Segre: “Chi diventa medico
fa una scelta etica”

“In qualunque professione così come nella vita bisogna fare una scelta, ma chi è medico una scelta l’ha già fatta e non potrà e non dovrà mai scegliere così come hanno fatto i medici nazisti: dovrà curare l’altro, dovrà essere un uomo o donna di buona volontà.

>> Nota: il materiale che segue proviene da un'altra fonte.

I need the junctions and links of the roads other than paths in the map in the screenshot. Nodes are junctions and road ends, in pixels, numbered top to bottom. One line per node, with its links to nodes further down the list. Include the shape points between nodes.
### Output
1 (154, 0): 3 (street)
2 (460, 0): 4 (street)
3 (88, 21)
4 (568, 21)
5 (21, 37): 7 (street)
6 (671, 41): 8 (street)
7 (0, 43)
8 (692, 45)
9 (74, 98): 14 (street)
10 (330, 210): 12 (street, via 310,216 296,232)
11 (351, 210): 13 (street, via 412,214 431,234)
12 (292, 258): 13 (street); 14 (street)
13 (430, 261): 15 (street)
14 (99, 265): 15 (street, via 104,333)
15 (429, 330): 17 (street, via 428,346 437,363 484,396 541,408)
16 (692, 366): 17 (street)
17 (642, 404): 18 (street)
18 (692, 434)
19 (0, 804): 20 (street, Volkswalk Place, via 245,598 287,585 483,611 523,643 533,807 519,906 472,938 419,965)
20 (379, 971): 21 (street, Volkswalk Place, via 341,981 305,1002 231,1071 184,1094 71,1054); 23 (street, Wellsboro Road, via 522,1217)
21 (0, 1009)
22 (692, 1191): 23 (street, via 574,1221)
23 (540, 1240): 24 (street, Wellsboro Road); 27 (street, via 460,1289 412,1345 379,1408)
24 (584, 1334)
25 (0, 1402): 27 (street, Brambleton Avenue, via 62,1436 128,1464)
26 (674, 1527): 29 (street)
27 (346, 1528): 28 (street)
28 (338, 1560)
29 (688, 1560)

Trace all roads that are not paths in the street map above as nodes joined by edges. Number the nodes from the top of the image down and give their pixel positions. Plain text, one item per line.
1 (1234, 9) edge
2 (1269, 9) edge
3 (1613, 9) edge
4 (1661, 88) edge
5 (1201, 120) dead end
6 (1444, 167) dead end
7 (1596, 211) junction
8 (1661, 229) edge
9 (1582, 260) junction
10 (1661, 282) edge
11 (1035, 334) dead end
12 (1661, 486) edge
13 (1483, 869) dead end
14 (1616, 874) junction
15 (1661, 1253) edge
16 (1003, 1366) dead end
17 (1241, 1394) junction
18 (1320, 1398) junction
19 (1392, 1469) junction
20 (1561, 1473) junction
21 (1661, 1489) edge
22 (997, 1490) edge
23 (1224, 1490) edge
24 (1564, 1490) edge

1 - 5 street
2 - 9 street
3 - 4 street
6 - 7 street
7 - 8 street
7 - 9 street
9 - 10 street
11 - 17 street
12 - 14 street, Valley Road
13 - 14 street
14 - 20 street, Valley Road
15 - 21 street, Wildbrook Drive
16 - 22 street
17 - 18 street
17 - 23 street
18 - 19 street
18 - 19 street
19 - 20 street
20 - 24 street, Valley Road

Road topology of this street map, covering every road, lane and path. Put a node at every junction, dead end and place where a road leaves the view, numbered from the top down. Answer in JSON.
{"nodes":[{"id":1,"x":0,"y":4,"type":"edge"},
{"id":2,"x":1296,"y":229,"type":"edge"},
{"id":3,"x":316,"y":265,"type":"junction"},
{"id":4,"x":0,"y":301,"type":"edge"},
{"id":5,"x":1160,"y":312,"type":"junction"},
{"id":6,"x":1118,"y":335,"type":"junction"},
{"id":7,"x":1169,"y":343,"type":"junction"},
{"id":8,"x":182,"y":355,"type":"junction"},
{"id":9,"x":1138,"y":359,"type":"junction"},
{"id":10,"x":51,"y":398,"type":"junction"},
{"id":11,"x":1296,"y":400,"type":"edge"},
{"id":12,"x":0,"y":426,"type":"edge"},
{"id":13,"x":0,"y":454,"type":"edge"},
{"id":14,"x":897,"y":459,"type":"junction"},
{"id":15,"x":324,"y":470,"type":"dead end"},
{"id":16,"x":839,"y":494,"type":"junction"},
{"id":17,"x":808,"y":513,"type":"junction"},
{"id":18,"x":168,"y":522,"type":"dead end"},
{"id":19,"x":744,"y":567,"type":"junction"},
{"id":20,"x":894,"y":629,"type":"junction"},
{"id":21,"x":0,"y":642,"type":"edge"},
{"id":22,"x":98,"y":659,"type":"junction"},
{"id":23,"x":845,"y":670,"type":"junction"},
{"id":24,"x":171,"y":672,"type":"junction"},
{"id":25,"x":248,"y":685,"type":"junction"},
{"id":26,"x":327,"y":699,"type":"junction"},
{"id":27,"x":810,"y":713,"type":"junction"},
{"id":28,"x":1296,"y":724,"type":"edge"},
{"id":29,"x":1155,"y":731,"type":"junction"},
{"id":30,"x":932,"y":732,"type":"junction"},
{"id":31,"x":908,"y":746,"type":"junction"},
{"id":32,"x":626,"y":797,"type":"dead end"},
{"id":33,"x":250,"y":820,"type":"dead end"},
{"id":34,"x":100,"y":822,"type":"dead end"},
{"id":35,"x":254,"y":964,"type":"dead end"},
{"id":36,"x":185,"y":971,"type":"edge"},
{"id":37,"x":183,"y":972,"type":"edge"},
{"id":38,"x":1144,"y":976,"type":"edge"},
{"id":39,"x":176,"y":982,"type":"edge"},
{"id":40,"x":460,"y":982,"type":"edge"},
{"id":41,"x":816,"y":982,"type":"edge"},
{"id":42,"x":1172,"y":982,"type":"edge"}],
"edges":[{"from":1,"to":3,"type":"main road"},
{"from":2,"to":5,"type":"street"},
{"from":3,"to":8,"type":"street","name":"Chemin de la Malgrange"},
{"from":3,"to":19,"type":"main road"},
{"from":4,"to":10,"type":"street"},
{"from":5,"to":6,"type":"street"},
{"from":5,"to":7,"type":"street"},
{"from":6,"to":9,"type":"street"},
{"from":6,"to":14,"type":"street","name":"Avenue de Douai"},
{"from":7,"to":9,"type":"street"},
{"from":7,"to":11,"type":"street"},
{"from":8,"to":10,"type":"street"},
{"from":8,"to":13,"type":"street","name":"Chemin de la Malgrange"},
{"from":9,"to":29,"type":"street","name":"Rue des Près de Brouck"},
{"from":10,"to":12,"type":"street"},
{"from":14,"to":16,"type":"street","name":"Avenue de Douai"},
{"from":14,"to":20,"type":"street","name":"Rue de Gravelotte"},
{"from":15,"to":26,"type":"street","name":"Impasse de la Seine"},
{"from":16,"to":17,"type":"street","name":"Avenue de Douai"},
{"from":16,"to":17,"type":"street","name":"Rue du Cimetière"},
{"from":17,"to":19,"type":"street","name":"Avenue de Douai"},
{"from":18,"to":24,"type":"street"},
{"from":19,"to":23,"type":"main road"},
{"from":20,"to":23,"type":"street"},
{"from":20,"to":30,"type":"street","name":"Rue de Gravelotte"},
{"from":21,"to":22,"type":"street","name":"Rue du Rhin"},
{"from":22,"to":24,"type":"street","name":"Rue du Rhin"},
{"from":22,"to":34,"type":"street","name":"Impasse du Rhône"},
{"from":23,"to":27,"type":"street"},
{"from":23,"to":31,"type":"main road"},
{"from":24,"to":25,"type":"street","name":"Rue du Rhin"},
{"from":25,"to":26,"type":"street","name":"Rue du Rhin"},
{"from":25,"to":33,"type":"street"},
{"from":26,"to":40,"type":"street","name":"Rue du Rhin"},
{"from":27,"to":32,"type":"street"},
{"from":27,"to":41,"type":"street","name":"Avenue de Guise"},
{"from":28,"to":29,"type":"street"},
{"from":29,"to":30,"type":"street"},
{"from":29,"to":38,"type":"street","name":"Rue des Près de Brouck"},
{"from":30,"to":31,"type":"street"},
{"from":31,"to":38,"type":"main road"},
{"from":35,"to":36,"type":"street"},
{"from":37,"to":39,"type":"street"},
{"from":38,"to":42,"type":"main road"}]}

Quei medici nazisti che con una crudeltà spaventosa negli occhi e con un sorriso mandavano le persone al gas, avevano dimenticato non solo il giuramento di Ippocrate, ma anche quello della loro coscienza e dell’etica”. Lo ha ricordato la senatrice a vita Liliana Segre alla platea di studenti in medicina, laureandi e medici, in occasione di un’iniziativa organizzata dalla Facoltà di Medicina e Chirurgia dell’Università Statale di Milano e dedicata a passato e futuro della professione. In particolare, dopo la consegna di attestati ad alcuni docenti dell’Ateneo e prima delle proclamazioni dei laureati, è stato deciso di aprire uno spazio di riflessione sulla condizione dei medici a Milano durante le Leggi razziste. A loro, hanno annunciato il rettore Elio Franzini e il presidente della Facoltà di Medicina e Chirurgia Gian Vincenzo Zuccotti verrà dedicata una targa in università: “In ricordo dei 153 medici ebrei di Milano che l’Italia fascista espulse dall’Università e dall’Ordine dei medici, e in particolare di Nathan Cassuto e Gino Emanuele Neppi deportati ad Auschwitz”, il testo commemorativo di una vicenda a lungo tragicamente taciuta, come hanno sottolineato Roberto Carlo Rossi, presidente dell’Ordine dei Medici di Milano, e Ugo Garbarini, presidente onorario dell’Ordine. Proprio grazie all’impegno di Garbarini è stato recuperato il registro dei medici ebrei discriminati, deportati e uccisi tra il 1943 e il 1945. Del loro destino ha parlato lo storico Michele Sarfatti, preceduto dall’intervento del filosofo Giorgio Cosmacini sulle rivendicazioni pseudoscientifiche dietro il Manifesto della razza. Sarfatti, dopo un’analisi del processo di espulsione dei medici, si è soffermato in particolare sulle figure dei citati Nathan Cassuto e Gino Emanuele Neppi. “Sono convinto – ha affermato lo storico – che anche nella tragedia di Auschwitz questi due medici cercarono di curare o si illusero di poter di curare i loro fratelli, vittime del nazismo e fascismo collaborazionista”. Due uomini, due medici esempio di quella scelta vera e genuina richiamata da Liliana Segre nella sua testimonianza.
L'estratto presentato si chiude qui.